Thursday, May 27, 2010

Motivate

12 weeks PP
Weight: 139 lbs
Weight lost: 47 lbs
Goal obtained: begin fast twitch classes


I could not have hit my goal at a better time. Hitting 12 weeks I am tired, hungry and bored. I am tired of being tired, hungry and bored. The excitement of being able to walk up stairs has worn off a little. Running is getting mundane. I am dying for real meals made of real food on a regular basis.

I now have to find a way to change things up to get back to that place of appreciation that I had felt not long ago.

Hitting a goal. That is exciting! This goal is a way to take my motivation to an entire new level. I am not a fan of exercise classes and the thought of doing walking lunges around a park in bootcamp makes me cringe. Fast Twitch class is the only class I have ever taken in 10 years and 10 gyms that I have loved, seen results and kept going 3 days a week for a year. Not only did I lose the 70 lbs from my first pregnancy by incorporating this class but I got my favorite body ever out of it.

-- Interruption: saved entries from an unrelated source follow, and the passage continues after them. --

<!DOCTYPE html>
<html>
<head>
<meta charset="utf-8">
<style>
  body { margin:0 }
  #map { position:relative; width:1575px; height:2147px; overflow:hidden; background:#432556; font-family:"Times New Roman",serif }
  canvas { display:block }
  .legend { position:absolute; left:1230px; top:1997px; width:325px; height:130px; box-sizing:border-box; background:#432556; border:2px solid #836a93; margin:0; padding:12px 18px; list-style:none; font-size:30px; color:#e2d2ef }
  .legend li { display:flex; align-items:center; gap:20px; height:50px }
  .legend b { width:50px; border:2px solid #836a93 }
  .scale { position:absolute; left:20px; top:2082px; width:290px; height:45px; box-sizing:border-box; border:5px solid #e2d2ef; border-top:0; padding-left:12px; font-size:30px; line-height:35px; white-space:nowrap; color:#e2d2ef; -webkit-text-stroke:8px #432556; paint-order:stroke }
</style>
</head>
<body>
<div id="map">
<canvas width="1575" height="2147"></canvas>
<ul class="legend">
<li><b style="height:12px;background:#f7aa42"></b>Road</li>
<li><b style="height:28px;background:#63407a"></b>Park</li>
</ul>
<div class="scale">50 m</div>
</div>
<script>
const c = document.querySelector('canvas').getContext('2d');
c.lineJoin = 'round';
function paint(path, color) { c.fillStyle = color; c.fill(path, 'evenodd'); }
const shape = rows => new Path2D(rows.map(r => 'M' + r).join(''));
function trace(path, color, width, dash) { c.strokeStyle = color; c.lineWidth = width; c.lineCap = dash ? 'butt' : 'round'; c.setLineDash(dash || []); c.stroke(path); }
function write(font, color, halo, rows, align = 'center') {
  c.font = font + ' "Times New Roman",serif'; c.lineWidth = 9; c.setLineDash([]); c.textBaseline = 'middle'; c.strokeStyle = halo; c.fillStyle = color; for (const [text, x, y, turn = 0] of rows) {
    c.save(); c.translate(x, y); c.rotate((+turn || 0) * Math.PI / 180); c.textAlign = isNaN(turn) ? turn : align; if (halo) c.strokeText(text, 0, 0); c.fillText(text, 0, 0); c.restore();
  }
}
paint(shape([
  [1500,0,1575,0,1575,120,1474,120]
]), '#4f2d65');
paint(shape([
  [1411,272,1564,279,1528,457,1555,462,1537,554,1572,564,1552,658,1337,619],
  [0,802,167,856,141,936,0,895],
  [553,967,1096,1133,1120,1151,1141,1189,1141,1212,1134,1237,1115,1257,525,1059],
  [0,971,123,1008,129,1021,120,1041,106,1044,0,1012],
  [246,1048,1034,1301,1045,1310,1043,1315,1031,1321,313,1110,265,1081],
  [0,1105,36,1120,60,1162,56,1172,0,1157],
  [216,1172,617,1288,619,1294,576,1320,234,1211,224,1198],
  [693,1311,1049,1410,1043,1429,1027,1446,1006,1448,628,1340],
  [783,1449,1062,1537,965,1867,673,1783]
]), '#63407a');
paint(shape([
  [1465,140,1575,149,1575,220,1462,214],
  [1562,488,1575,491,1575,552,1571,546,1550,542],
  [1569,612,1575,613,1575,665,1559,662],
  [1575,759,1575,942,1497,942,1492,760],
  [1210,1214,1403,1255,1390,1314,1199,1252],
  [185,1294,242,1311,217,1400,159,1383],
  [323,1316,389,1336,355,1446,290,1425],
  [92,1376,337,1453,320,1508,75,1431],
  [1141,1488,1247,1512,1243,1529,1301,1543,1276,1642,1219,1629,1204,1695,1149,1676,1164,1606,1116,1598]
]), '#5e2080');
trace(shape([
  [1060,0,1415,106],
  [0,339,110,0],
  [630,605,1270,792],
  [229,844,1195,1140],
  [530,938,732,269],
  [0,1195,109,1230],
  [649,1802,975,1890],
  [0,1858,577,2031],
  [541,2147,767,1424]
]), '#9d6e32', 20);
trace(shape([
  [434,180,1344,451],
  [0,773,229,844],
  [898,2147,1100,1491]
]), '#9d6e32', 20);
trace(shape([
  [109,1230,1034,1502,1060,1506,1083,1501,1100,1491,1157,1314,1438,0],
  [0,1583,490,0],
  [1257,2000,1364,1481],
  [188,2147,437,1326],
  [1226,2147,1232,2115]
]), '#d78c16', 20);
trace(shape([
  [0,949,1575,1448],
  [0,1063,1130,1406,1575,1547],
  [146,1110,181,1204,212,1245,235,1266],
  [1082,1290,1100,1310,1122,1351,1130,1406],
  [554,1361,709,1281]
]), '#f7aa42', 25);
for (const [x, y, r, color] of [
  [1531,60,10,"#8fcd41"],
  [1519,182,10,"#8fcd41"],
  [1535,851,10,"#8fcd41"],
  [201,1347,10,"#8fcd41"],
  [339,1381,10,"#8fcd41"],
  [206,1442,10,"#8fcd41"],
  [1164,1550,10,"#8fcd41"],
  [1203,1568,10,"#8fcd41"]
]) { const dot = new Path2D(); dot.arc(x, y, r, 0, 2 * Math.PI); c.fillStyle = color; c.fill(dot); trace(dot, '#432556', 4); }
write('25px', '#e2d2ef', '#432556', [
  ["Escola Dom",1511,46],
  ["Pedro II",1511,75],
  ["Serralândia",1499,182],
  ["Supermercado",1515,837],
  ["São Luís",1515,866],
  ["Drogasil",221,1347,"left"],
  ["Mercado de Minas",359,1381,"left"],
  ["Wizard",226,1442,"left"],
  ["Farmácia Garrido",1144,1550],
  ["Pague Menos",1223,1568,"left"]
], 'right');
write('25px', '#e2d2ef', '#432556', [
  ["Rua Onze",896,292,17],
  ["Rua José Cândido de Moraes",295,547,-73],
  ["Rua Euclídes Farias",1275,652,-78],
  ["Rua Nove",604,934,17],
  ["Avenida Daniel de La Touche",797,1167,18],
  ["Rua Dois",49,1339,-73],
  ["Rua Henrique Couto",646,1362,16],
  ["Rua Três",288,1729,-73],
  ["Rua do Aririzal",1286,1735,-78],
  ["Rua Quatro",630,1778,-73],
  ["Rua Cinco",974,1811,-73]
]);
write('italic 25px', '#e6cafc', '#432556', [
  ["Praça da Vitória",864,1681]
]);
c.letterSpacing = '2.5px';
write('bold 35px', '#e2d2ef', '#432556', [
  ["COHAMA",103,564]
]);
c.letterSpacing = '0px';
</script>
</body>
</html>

I took off entirely during the pregnancy and needed to build up some stamina before taking it after. This is a music pumping, circuit weight lifting class. I only take it because every exercise insures good form, they don't make you do anything crazy and unsafe (such is the trend these days) and the members take this class so seriously and sweat so much it is more than motivating!

I began taking it on Saturday. The music started and immediately I knew I was home. My adrenaline pumped and even the fact that I was the only female in a ratty old tshirt (or a tshirt at all, in fact) could not sway me from feeling strong and powerful.

The goal to this class (or any) is consistency. Remember that word? No matter how tired I always made it to that class. No matter what happened I always made it to that class. I missed it so much during my pregnancy. Starting up again has already motivated me to find my groove and appreciate the art of the sweat again.

Change it up. My trips to the gym and my 30 min run on the treadmill are becoming more infrequent. I am finding excuses of why I can't make it. There is so much dread with the thought of staying on that spinning piece of rubber that I had to change it up.

I revisited an old workout that I used as my cardio when I worked out with a trainer.
5 min warm up
1 min moderate intensity
1 min hard intensity
1 min full out sprint
repeat 7 times.

Mentally, the breakdown of 7 x 3 min clusters of running is just easy. All numbers you can keep track of and count down in your head. The watching of the clock for that minute and thinking "I can do anything for a minute" keeps your mind off the fact that you are not going anywhere. Not to mention, it's speed work, it gets you sweating and the levels continually adjust as your endurance increases. And I'm still out of there in 30 mins. Perfect!

Food: I am so excited my food comes tomorrow. Remember, this is a weight loss tool by default. I am using it so that I don't skip meals, not to just have someone else do the legwork of portion control and calorie counting for me. I have to learn how to do that myself again. But until I have the chance to sit down and eat breakfast and lunch that my husband does, I have decided 12 weeks is long enough to go hungry. And as a bonus it will help our marriage. It will end the resentment I have that my husband gets to sit down and eat those two meals!

Taking care of myself: Although I have ventured out of my black yoga pants only about 5 times, I am taking steps towards the end result. Hair cuts, hair color, seeing a dermatologist to get things removed, peeled and scrubbed, waxing, latisse-they are all setting me up so when I do get dressed again and go out, I will feel and look my best.

Next up: the teeth. This is random but since I have had kids I do not receive compliments on my white smile anymore. Not sure if it's because I don't in fact smile anymore, or because my teeth have dulled. My dentist must have spoken to my husband before our last visit because he talked me out of my much desired veneers. (at $1300 a tooth, I think that was a good call). But he did mention he could do some cosmetic shaving to even out my teeth that would leave them looking more white (the bottoms of my teeth are slightly transparent making them look darker). Considering it saves me $1300/tooth, I'm in!

Steak dinner: Food should never be a reward to weight loss. But tonight it is. A big steak dinner with dessert and lots of wine. Or is it wine and lots of dessert? Either way, all this hard work has got to be enjoyed with more than just more working out. You can definitely do a steak dinner without blowing your hard work. Tonight, however, I will not be doing it that way. I will be adding everything I can, eating everything I can and drinking as much as I can. It's been 10 weeks since I have sat down to a real meal without kids and I figure that ain't hurtin' anything.

Cheers!!!

1 comment:

  1. Great job! You sound like you are definately motivated!!